→ EXERCISE DIRECTIONS:
From the data that follows, copy every line with the string "Maple".

━━━ DATASET EXCERPTS

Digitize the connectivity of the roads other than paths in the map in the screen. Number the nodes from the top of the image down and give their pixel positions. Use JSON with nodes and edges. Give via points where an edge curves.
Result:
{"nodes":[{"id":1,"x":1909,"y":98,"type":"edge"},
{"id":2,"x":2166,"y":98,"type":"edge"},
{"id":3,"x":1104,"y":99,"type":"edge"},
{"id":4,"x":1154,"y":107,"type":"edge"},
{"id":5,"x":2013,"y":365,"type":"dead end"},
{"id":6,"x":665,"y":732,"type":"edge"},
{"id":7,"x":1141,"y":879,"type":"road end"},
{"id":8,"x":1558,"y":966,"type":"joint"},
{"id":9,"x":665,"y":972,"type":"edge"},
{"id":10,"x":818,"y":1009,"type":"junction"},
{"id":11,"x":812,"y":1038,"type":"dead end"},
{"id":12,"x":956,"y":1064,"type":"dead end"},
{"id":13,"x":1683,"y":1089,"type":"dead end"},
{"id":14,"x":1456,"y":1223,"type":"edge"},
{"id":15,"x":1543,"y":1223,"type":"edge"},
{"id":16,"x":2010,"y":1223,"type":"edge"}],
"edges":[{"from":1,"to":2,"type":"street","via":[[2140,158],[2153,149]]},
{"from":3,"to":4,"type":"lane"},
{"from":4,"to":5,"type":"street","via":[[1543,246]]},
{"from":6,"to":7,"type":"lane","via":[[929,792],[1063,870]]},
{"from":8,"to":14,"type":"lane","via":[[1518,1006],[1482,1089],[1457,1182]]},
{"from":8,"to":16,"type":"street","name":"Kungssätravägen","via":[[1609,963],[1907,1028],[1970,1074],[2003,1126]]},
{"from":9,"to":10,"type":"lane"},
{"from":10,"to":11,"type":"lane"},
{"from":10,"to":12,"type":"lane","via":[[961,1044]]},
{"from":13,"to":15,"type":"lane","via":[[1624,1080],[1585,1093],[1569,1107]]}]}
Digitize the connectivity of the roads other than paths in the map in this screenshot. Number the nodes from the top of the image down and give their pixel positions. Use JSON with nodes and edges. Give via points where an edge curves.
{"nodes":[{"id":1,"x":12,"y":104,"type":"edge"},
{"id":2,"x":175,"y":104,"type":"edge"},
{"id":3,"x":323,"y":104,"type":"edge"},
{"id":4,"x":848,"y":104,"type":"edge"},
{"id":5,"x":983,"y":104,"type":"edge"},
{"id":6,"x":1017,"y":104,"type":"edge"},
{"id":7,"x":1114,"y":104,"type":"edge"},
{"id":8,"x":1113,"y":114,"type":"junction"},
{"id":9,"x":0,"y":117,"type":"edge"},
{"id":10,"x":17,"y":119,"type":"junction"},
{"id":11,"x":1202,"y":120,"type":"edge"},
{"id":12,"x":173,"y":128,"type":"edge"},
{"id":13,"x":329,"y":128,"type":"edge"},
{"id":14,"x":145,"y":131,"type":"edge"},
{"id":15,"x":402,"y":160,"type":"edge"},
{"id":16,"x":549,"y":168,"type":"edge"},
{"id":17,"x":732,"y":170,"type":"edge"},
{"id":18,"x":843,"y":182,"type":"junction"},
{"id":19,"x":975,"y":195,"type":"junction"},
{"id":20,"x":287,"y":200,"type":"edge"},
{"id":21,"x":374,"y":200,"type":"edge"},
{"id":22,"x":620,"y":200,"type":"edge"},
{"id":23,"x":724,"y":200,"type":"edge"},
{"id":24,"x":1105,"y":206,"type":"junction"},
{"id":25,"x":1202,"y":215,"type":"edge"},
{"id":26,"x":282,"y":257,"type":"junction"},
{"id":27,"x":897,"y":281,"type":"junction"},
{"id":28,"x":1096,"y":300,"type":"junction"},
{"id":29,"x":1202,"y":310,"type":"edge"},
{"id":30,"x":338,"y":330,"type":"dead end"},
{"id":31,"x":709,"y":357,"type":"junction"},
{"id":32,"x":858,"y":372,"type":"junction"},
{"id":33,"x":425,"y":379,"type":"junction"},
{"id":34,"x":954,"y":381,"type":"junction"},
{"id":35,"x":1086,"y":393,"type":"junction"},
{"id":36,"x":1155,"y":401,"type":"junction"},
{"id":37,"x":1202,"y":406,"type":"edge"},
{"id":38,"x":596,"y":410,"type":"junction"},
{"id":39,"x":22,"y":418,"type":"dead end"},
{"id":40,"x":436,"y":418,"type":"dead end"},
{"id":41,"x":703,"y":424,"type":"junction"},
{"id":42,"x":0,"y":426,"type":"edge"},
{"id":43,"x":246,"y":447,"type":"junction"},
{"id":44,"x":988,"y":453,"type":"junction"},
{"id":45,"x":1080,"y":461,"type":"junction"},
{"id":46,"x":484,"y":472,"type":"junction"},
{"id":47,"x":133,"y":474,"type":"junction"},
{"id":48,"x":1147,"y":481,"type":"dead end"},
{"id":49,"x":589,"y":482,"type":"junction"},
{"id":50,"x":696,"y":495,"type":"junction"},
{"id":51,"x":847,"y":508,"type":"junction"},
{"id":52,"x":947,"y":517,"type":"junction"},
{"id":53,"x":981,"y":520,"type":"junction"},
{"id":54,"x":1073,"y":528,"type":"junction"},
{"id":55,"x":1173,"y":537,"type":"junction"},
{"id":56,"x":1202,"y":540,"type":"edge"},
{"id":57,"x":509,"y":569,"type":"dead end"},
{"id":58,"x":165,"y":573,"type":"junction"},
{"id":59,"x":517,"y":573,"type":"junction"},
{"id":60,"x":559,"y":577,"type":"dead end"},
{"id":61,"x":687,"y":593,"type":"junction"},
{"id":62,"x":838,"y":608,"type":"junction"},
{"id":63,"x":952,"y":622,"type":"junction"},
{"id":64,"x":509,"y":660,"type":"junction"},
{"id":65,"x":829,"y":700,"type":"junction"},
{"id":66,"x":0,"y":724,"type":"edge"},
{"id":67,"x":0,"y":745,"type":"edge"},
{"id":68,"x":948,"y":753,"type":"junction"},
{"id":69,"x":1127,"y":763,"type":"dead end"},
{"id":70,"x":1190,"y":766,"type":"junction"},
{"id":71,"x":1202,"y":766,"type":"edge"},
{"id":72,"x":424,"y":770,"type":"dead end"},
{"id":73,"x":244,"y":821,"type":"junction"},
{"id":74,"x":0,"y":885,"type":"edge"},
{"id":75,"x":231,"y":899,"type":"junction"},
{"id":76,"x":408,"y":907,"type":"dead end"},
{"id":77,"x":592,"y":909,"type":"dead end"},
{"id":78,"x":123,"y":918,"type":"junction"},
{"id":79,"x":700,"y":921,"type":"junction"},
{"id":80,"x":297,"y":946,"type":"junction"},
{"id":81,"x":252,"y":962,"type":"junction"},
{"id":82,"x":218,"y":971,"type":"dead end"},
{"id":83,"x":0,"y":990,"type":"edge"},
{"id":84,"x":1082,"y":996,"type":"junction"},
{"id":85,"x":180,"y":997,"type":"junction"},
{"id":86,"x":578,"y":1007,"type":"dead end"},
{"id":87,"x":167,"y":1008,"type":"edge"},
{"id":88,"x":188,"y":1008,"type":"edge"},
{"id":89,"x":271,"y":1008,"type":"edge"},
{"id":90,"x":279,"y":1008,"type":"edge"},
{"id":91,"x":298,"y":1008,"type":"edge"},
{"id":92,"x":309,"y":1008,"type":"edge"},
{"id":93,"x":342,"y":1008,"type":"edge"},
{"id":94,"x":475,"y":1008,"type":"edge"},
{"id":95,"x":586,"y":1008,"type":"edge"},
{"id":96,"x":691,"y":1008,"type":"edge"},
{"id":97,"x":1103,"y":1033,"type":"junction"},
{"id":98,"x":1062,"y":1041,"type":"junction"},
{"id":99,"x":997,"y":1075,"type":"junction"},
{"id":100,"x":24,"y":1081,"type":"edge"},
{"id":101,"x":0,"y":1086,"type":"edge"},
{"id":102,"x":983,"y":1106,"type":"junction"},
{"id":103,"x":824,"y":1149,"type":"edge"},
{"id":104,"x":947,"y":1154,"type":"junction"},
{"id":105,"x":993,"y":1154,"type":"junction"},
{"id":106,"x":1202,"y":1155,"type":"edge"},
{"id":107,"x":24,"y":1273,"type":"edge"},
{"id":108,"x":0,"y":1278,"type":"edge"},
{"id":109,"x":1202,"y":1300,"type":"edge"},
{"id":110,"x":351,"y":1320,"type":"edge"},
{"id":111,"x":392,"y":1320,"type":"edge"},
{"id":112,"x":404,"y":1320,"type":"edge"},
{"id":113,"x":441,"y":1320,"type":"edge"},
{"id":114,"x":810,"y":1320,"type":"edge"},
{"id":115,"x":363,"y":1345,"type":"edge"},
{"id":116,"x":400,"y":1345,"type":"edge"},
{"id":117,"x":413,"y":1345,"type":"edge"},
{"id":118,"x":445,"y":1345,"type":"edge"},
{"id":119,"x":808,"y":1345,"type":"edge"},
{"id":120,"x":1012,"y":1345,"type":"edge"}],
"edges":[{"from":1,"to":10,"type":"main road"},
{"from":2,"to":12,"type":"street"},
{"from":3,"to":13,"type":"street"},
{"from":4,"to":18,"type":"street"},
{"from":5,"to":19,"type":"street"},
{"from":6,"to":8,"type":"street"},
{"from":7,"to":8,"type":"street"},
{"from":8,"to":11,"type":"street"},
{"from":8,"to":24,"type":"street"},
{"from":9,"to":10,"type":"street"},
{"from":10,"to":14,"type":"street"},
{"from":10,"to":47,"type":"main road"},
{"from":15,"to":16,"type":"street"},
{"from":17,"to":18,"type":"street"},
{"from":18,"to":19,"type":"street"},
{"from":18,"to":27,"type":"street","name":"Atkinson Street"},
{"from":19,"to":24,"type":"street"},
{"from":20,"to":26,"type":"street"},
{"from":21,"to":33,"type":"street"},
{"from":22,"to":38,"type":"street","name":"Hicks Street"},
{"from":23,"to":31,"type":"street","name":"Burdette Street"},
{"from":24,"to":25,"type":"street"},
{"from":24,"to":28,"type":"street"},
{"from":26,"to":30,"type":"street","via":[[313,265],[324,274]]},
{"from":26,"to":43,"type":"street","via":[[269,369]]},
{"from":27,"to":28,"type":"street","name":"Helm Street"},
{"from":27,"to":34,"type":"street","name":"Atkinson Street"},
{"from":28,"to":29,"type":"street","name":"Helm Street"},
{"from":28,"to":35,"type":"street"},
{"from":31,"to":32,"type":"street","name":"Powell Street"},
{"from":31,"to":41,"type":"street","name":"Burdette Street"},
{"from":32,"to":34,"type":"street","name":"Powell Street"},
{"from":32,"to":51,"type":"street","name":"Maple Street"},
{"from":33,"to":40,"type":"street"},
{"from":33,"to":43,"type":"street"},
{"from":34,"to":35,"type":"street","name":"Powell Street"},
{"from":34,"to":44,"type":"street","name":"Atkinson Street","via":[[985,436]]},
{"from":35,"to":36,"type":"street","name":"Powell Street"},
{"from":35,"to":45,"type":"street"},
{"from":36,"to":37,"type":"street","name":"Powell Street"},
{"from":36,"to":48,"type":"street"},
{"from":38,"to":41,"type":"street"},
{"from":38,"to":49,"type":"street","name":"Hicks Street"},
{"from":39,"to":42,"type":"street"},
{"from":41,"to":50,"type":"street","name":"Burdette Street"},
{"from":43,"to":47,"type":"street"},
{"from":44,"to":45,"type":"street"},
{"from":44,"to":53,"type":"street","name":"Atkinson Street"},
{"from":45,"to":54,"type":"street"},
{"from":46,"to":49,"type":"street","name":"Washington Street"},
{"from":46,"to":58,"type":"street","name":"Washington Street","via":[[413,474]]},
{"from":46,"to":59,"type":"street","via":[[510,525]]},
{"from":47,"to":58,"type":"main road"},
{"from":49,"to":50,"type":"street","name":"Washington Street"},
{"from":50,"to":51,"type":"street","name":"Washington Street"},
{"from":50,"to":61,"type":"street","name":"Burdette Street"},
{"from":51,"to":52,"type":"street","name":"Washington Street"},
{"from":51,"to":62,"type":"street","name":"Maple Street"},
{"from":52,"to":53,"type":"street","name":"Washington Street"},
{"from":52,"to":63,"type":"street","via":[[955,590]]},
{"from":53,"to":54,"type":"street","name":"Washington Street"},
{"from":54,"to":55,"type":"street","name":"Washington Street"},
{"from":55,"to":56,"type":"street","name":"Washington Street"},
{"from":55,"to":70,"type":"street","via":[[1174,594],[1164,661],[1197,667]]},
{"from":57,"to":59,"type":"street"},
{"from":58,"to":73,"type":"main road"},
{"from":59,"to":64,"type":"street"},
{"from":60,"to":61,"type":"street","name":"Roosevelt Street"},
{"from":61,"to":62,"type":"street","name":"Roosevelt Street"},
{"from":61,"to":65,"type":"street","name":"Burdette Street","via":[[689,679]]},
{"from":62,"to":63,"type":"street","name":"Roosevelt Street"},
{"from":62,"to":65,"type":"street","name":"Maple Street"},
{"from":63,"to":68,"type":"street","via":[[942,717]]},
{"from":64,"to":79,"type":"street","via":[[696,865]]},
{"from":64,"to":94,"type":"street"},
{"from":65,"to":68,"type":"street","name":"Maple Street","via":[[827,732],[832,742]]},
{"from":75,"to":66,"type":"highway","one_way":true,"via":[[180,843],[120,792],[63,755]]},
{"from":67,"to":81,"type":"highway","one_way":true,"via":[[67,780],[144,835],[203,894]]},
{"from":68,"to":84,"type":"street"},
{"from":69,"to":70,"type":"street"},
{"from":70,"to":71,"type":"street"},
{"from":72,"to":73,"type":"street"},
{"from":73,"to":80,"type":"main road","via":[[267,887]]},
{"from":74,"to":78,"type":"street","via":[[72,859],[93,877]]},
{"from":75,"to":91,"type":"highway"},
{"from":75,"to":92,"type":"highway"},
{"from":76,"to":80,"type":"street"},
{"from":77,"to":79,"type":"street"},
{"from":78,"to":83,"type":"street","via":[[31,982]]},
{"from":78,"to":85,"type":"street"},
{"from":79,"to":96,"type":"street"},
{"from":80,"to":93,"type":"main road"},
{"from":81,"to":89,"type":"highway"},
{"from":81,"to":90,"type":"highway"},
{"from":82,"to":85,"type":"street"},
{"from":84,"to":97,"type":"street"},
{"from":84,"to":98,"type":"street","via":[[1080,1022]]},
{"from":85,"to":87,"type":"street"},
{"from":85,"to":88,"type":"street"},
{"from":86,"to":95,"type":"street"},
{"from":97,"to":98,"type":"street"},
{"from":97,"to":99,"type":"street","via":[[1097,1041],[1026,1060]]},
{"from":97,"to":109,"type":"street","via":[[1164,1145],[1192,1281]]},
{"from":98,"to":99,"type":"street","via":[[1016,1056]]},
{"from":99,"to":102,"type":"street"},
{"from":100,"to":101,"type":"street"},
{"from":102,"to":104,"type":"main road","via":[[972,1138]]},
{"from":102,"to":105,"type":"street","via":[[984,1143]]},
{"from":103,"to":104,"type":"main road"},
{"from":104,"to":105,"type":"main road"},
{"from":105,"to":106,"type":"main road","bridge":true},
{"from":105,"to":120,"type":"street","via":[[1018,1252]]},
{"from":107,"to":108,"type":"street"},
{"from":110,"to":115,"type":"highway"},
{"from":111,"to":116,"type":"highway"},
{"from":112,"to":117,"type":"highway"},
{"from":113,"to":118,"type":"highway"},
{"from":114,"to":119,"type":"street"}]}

━━━━━━

→ SOLUTION FOR THIS TASK:
{"from":32,"to":51,"type":"street","name":"Maple Street"},
{"from":51,"to":62,"type":"street","name":"Maple Street"},
{"from":62,"to":65,"type":"street","name":"Maple Street"},
{"from":65,"to":68,"type":"street","name":"Maple Street","via":[[827,732],[832,742]]},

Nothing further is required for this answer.